Self-Harm: What to Know and How to Help

Many of us know someone who has self-harmed. It is a very difficult situation to see someone you care about engaging in self-harming behaviors and not really being sure what you can do to help.

Many people may not realize that self-harm lies on a spectrum. It can be very slight and subtle self-sabotaging behavior like reckless driving or something seriously dangerous like physical cutting or burning. In any case, the underlying reason for the behavior that the individual struggling with self-harm feels that their emotional pain or tension trapped is trapped inside themselves and that there is no other way to let this pain out.
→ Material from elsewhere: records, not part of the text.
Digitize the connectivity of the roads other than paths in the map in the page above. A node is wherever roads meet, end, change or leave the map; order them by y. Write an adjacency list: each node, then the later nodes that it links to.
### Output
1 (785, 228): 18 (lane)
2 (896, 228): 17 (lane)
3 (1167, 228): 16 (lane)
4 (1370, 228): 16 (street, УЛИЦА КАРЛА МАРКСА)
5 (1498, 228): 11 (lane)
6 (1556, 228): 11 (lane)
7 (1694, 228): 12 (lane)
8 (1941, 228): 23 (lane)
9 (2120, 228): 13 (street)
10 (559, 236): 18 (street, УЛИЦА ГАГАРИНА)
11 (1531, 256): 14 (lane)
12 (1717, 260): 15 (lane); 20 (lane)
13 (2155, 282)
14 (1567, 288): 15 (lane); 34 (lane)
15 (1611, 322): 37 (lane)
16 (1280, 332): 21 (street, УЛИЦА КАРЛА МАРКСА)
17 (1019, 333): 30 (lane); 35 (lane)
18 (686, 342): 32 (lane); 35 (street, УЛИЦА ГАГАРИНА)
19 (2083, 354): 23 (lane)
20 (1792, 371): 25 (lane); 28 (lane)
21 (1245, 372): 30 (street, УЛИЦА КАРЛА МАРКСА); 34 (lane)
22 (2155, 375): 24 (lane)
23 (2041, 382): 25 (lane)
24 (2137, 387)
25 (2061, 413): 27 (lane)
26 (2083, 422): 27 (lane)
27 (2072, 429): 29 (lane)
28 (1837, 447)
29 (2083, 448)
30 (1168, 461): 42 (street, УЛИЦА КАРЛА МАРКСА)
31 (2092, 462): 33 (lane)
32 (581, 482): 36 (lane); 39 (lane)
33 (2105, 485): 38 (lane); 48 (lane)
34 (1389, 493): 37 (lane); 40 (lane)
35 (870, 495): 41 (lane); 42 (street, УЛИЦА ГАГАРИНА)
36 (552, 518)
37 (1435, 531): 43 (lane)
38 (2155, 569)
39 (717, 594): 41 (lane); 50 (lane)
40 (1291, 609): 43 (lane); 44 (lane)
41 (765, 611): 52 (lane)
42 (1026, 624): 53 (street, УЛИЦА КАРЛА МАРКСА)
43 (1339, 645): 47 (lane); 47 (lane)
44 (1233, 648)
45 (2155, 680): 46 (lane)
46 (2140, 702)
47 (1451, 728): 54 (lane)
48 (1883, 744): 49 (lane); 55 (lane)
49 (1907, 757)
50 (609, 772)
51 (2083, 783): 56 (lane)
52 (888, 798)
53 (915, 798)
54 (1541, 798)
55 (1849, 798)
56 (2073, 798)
If someone who is self-harming has chosen to confide in you in some way, you have the chance to be a very helpful part of their recovery. This person is trusting you not to gossip or judge. You are definitely a person that makes them feel accepted. Most likely, it is a very difficult conversation to this person to have with you and they have probably kept their self-harm a secret for a long time. Don’t react right away in shock, anger or fear; you can acknowledge these feelings later, on your own time. All you should do is listen first and try to understand their perspective. Be supportive and encourage them to communicate more about the challenges they’re facing. Remember that people who self-harm are not trying to get attention and they are not crazy or dangerous. And when someone has been cutting or burning for a long time, warning them that they’ll get scars is anything but helpful.
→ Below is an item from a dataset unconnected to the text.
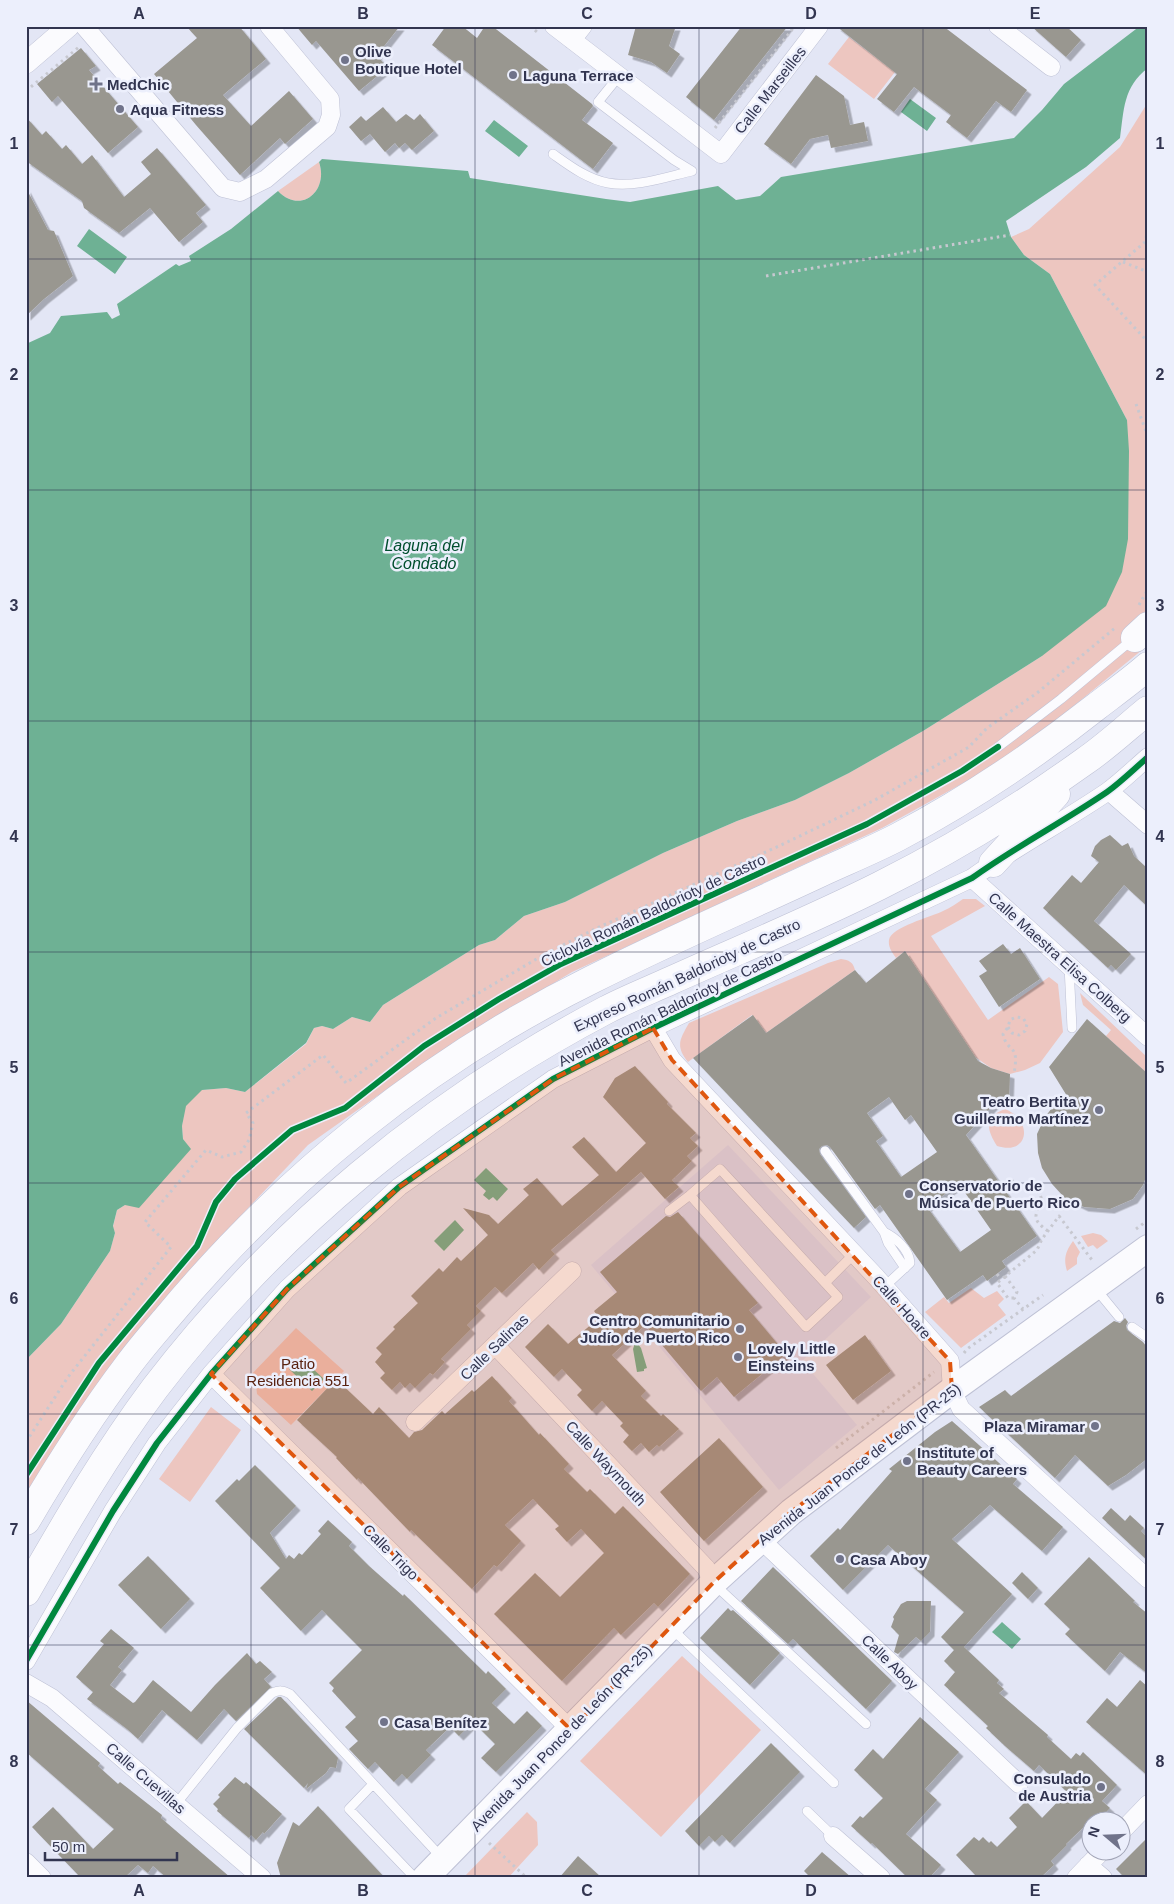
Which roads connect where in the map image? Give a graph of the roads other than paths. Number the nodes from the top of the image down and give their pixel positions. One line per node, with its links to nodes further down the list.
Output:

If you’re struggling with self-harm and you’re ready to overcome it, you’ll have to address the reasons behind why you self-harm and then address the feelings and behaviors in a healthy way. What feelings are bothering you? Sadness? Anger? Shame? Loneliness? Guilt? Emptiness?

Finding a behavioral health provider who is experienced in helping individuals overcome self-harm will help you develop emotional awareness about what you are feeling and why. Understanding the connection between the feelings you’re and the ways you’re coping with them will help you overcome them. Paying attention to your feelings, rather than numbing them or self-harming, can be very scary at first. The truth about feelings though, is that the best way to release them is to allow yourself to feel them. If you let in whatever is bothering you without trying to fight it, without judging yourself or beating yourself up over it, it will fade on its own and turn into another emotion soon. Obsessing over or trying to repress bad feelings makes them persist.

Once the source of feelings behind your self-harming becomes clearer, you and your behavioral health provider can come up with alternative coping mechanisms that are more healthy and positive.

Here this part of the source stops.